So, I'm familiar with the "standard" explicit formula for the Bernoulli numbers:
$$B_m (n) = \sum^m_{k=0}\sum^k_{v=0}(-1)^v {k \choose v} {(n+v)^m \over k+1}$$
where choosing $n=0$ gives the Bernoulli numbers of the first kind and $n=1$ gives the Bernoulli numbers of the second kind. The term $(n+v)^m$ used in this formula basically means calculating Faulhaber's formula in a slight disguise, which of course depends on the Bernoulli numbers again. Wikipedia claims that the paper by Louis Saalschütz found at http://digital.library.cornell.edu/cgi/t/text/text-idx?c=math;idno=00450002 has some 38 other explicit formulae for the Bernoulli numbers, but unfortunately I can't read German and would not trust my understanding of the given formulae as a result. Is there any known explicit formula that doesn't rely on Faulhaber's formula the way the given formula does?
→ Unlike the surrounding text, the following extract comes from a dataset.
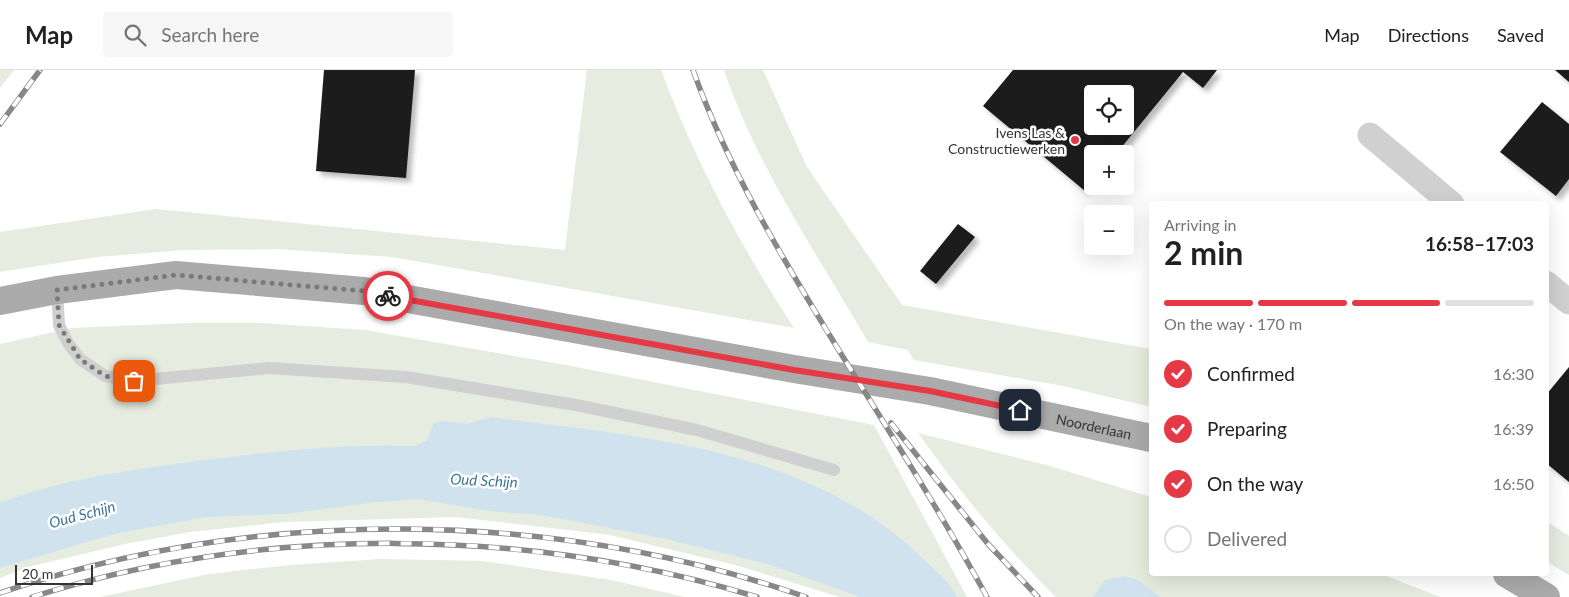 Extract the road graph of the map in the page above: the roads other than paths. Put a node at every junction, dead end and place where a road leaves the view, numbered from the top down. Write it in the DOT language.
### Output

Alternately, is there an English translation of that paper accessible anywhere?
I don't know if you have found your answer yet, but there is an expression
$$B_n=\sum_{j=1}^{n+1}\frac{(-1)^{j-1}}{j}{n+1\choose j}\sum_{i=0}^{j-1}(i|j)_n$$
in terms of falling factorials $(i|j)_n:=i(i-j)\cdots(i-(n-1)j)$ with increment $j$, which are similar but essentially relace $i^n$ with $(i|j)_n$. Reference is P.T. Young, "Bernoulli numbers and generalized factorial sums", Integers 11.4 (2011), 553-561. Hope this is helpful to you.